Sosai Oyama liked to say, “One must strive to win all the time.” I believe people take this literally to mean, one should always try to WIN. But, I believe what Sosai Oyama really meant was much deeper. For example, to endure tough daily practice in preparation for a championship is a challenge. Whether one who wins a championship will go on to win the next one is again a challenge, and whether one who lost a championship will be able to use his experience to get back up and then win the next one is a challenge as well. For the average person, to perform everyday tasks and duties for others, versus, to do only what they like to do for themselves is also a challenge. Take a look at yourself from a third person’s perspective. Ask yourself: are you escaping from responsibility? Are you blaming others for your failure? Or are you doing your best to tackle your challenges and succeed through your own hard work? Sosai’s Oyama’s words mean something much broader than just winning matches; it can be related to everything you face in life’s daily challenges. Budo training is to reflect on your self and to constantly improve.
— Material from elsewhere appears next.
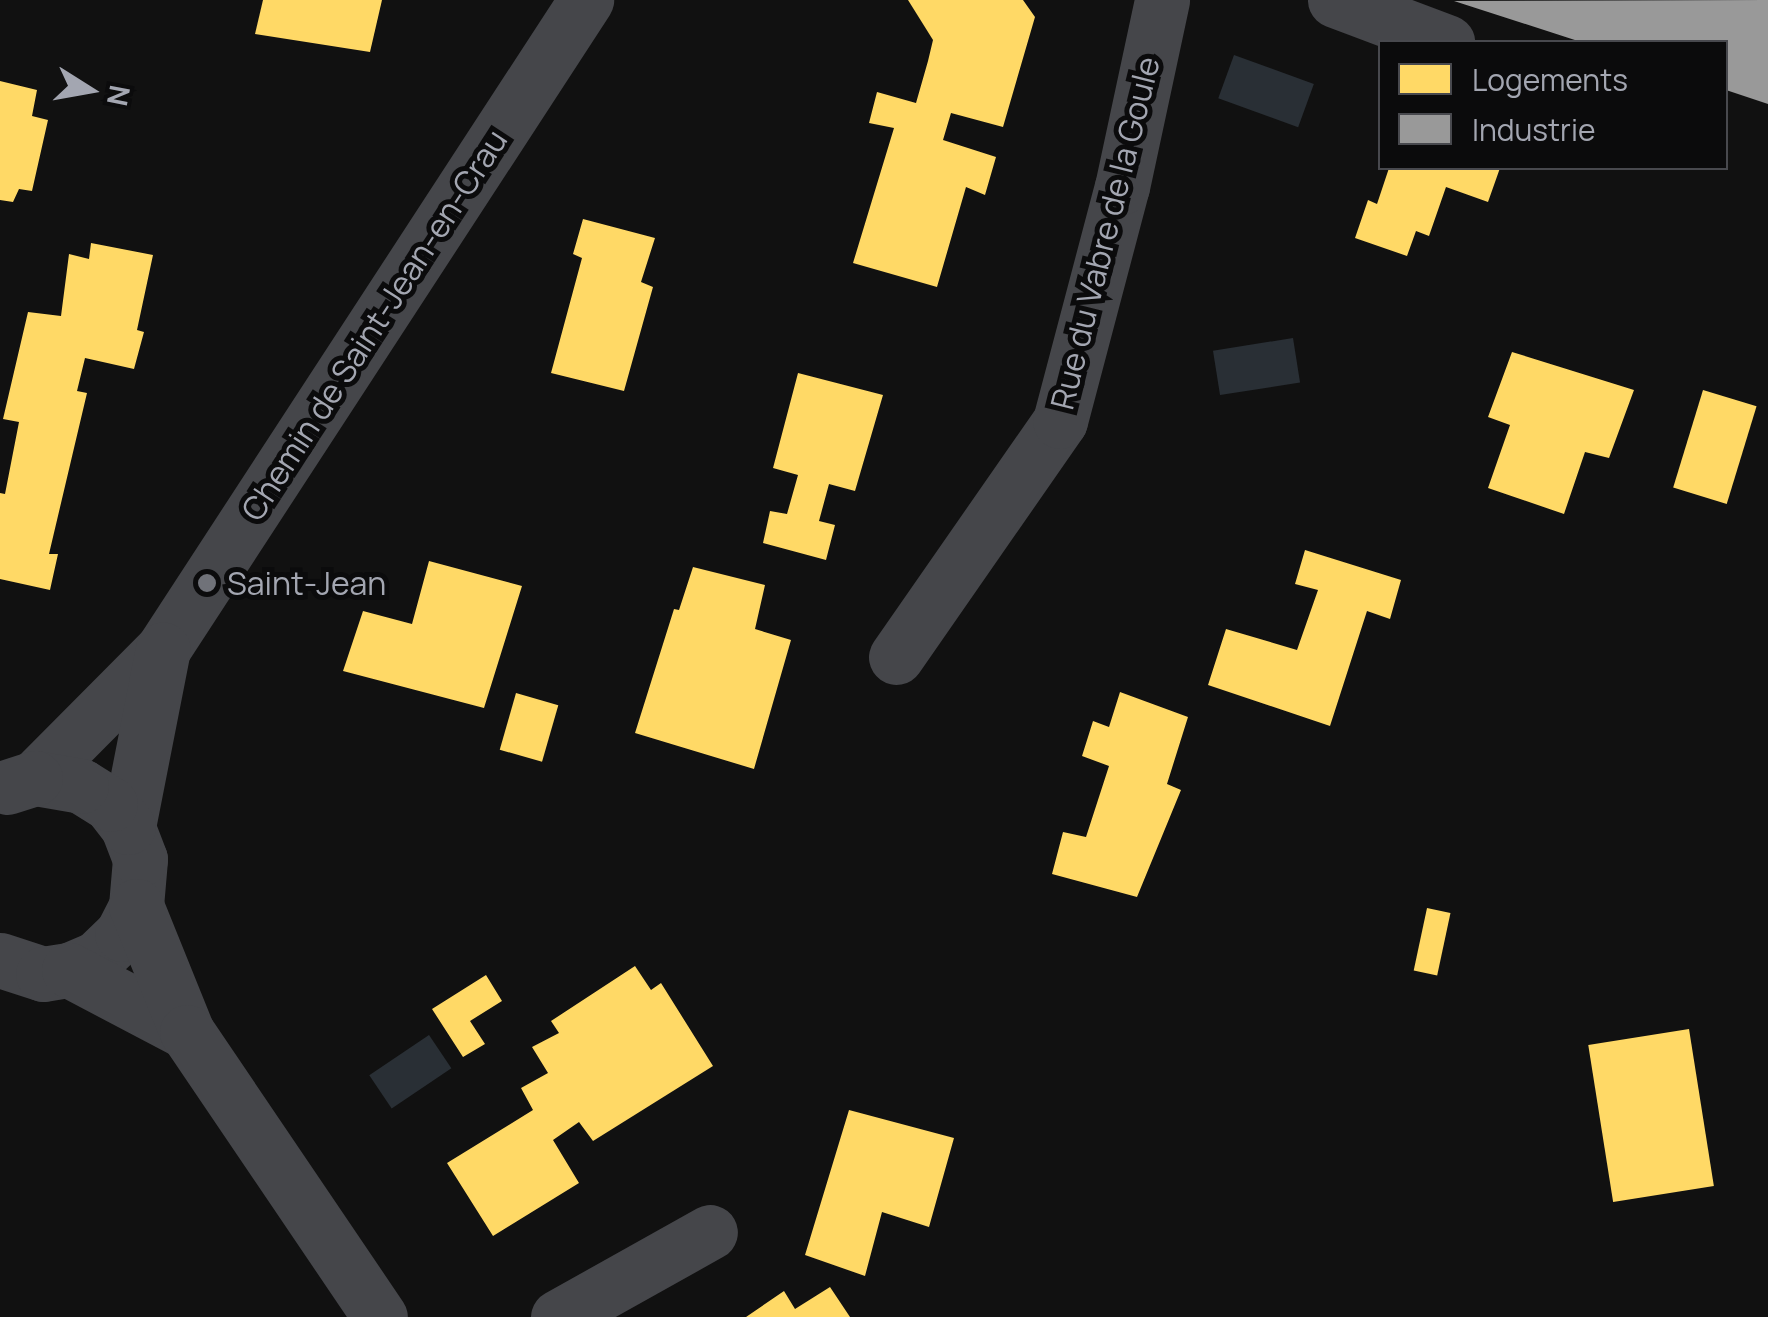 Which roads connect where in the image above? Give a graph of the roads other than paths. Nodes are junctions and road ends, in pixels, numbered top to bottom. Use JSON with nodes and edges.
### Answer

In recognition of this very special 50th Anniversary, Kyokushinkaikan will hold the renowned Kyokushin Challenge, the “100 Man Kumite” on April 26, 2014 – which happens to mark the 20th year since the passing of Sosai Oyama. Tariel Nikoleishvili, the current World Open Champion, and Kentaro Tanaka, former All Japan Champion, have both accepted the challenge. It has been 4 years since the last 100 Man Kumite, and only 8 individuals have successfully completed it in the last 50 years. It is the toughest challenge in Kyokushin, and I hope all our members worldwide will cheer on these two men.
Additionally, Sosai Oyama’s 20th Memorial Ceremony will be held in Tokyo instead of Mitsumine to coincide with the International Karate Friendship events on April 19 and 20, 2014. The 31st All Japan Weight Category Championships will be held in June, and the 2014 Kyokushin Sai will be in August and the 46th All Japan Open Karate Tournament will be held on November 2 and 3, 2014, along with the 50th Anniversary Party. I hope I will see many of you these special occasions as we celebrate this milestone Anniversary and look with anticipation, good will and hope towards the next 50 years.
I wish you a Happy, Healthy and Prosperous New Year 2014, OSU!